Al momento le prospettive per il 2013 appaiono ancora incerte. A livello europeo sono in molti a credere in una prima leggera ripresa a partire dalla seconda metà del 2013 ma il tutto resta ancora poco chiaro.
Per quanto riguarda il nostro paese la situazione non fa emergere ancora dei chiari segnali che si stia andando in questa direzione. La produzione industriale continua a stazionare su valori “allarmanti” (-1,7% a Dicembre 2011 contro i -6,4% di Dicembre 2012) così come le vendite al dettaglio (-3,1% di Novembre 2012).

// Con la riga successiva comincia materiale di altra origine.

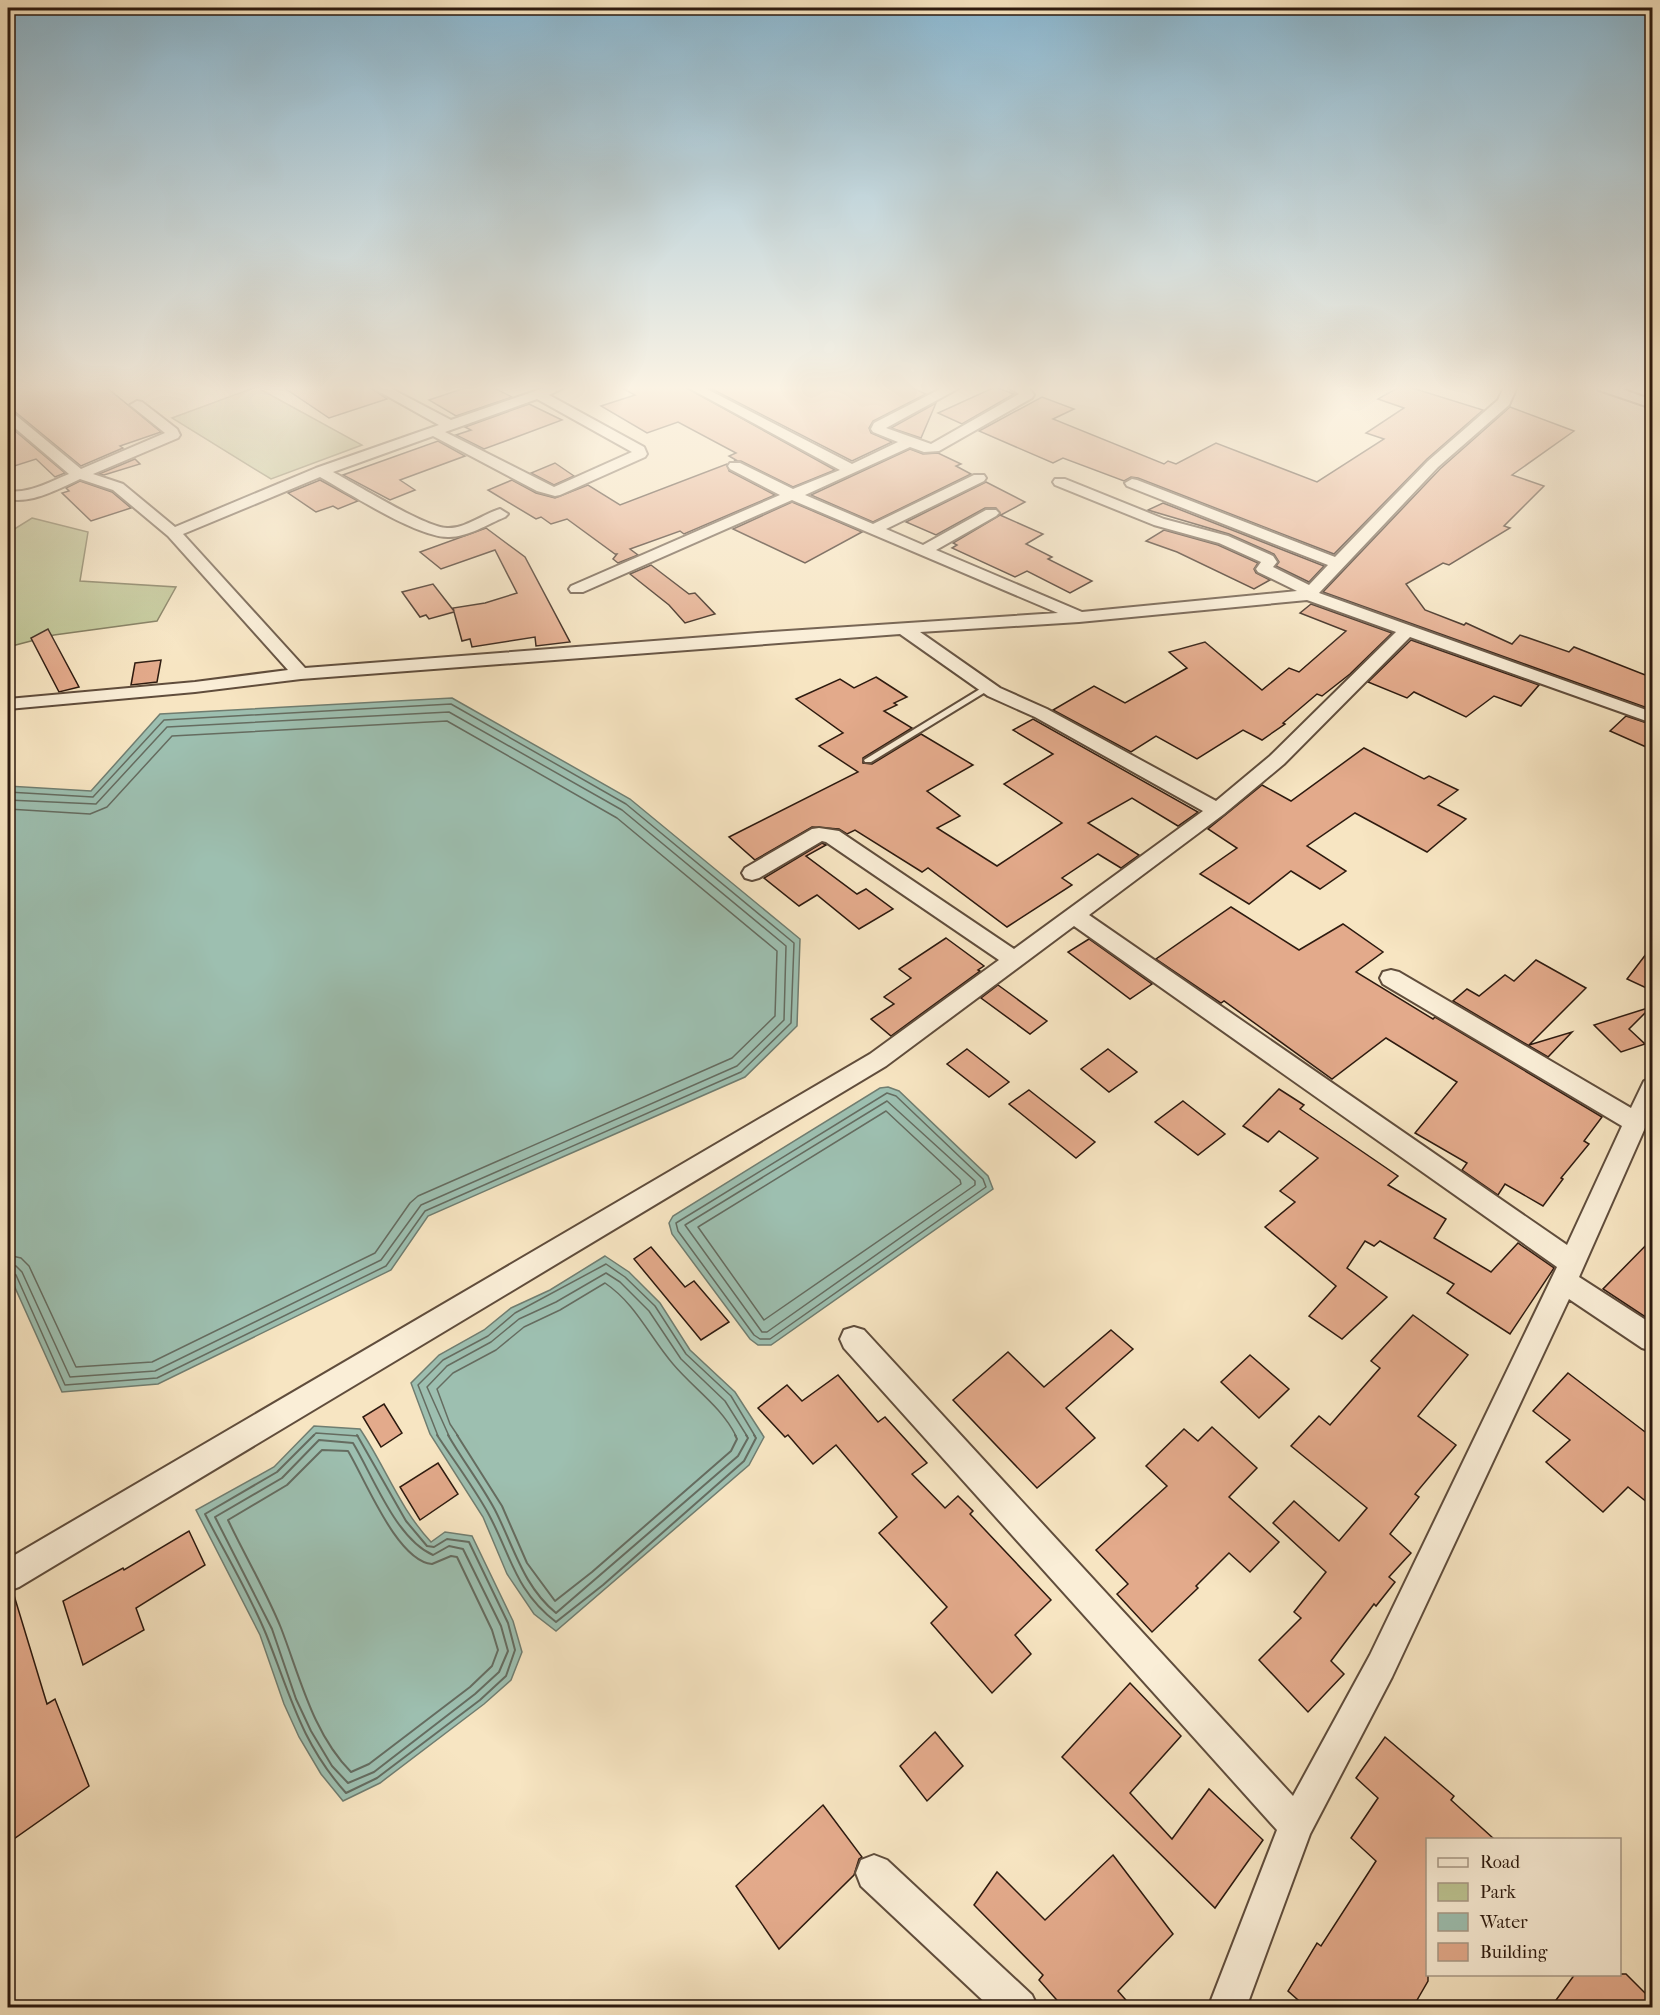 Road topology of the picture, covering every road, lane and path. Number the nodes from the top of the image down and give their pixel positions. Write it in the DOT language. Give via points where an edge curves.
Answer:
graph roads {
  1 [pos="63,481"];
  2 [pos="100,481"];
  3 [pos="297,481"];
  4 [pos="339,481"];
  5 [pos="529,481"];
  6 [pos="580,481"];
  7 [pos="765,481"];
  8 [pos="826,481"];
  9 [pos="973,481"];
  10 [pos="1417,481"];
  11 [pos="1060,482"];
  12 [pos="1132,483"];
  13 [pos="8,495"];
  14 [pos="792,495"];
  15 [pos="991,513"];
  16 [pos="500,514"];
  17 [pos="874,529"];
  18 [pos="173,533"];
  19 [pos="924,551"];
  20 [pos="1339,564"];
  21 [pos="577,589"];
  22 [pos="1310,593"];
  23 [pos="1079,617"];
  24 [pos="903,628"];
  25 [pos="1406,632"];
  26 [pos="302,674"];
  27 [pos="988,688"];
  28 [pos="8,704"];
  29 [pos="1652,717"];
  30 [pos="868,760"];
  31 [pos="1217,810"];
  32 [pos="752,873"];
  33 [pos="1075,916"];
  34 [pos="1015,960"];
  35 [pos="1391,978"];
  36 [pos="1653,1088"];
  37 [pos="1635,1122"];
  38 [pos="1568,1272"];
  39 [pos="854,1339"];
  40 [pos="1653,1339"];
  41 [pos="8,1576"];
  42 [pos="1296,1825"];
  43 [pos="874,1874"];
  44 [pos="1236,2002"];
  45 [pos="1019,2007"];
  1 -- 13 [label="street" via="36,494"];
  2 -- 18 [label="street" via="118,487"];
  3 -- 18 [label="street"];
  4 -- 16 [label="street" via="438,532 449,533"];
  5 -- 6 [label="street" via="555,492"];
  7 -- 14 [label="street"];
  8 -- 14 [label="street"];
  9 -- 17 [label="street"];
  10 -- 20 [label="street"];
  11 -- 22 [label="street" via="1159,522 1223,539 1268,559 1264,569"];
  12 -- 20 [label="street"];
  14 -- 17 [label="street"];
  14 -- 21 [label="street"];
  15 -- 19 [label="street"];
  17 -- 19 [label="street"];
  18 -- 26 [label="street"];
  19 -- 23 [label="street"];
  20 -- 22 [label="street"];
  22 -- 23 [label="street"];
  22 -- 25 [label="street"];
  23 -- 24 [label="street"];
  24 -- 26 [label="street"];
  24 -- 27 [label="street"];
  25 -- 29 [label="street"];
  25 -- 31 [label="street" via="1277,760"];
  26 -- 28 [label="street"];
  27 -- 30 [label="lane"];
  27 -- 31 [label="street"];
  31 -- 33 [label="street"];
  32 -- 34 [label="street" via="819,834 832,836"];
  33 -- 34 [label="street"];
  33 -- 38 [label="street"];
  34 -- 41 [label="street" via="878,1060"];
  35 -- 37 [label="street"];
  36 -- 37 [label="street"];
  37 -- 38 [label="street"];
  38 -- 40 [label="street"];
  38 -- 42 [label="street" via="1381,1666"];
  39 -- 42 [label="street"];
  42 -- 44 [label="street"];
  43 -- 45 [label="street"];
}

Al momento, quindi, il nostro paese ha bisogno di riforme strutturali che consentano da un lato di contenere la spesa pubblica e, dall’altro, di ridare nuovi stimoli all’economia magari stimolando l’esportazione dei nostri prodotti di spicco, come quelli relativi alla produzione enogastronomica, o valorizzando l’immenso patrimonio artistico incrementando ulteriormente le entrate del settore turistico.
Il governo che si formerà dalle prossime elezioni dovrà mettere in agenda interventi mirati che restituiscano potere di acquisto al ceto medio (forse il più colpito dalla crisi) e produttività alle aziende che devono tornare a vendere e ad assumere. Una mission se non impossibile quanto meno molto, molto difficile.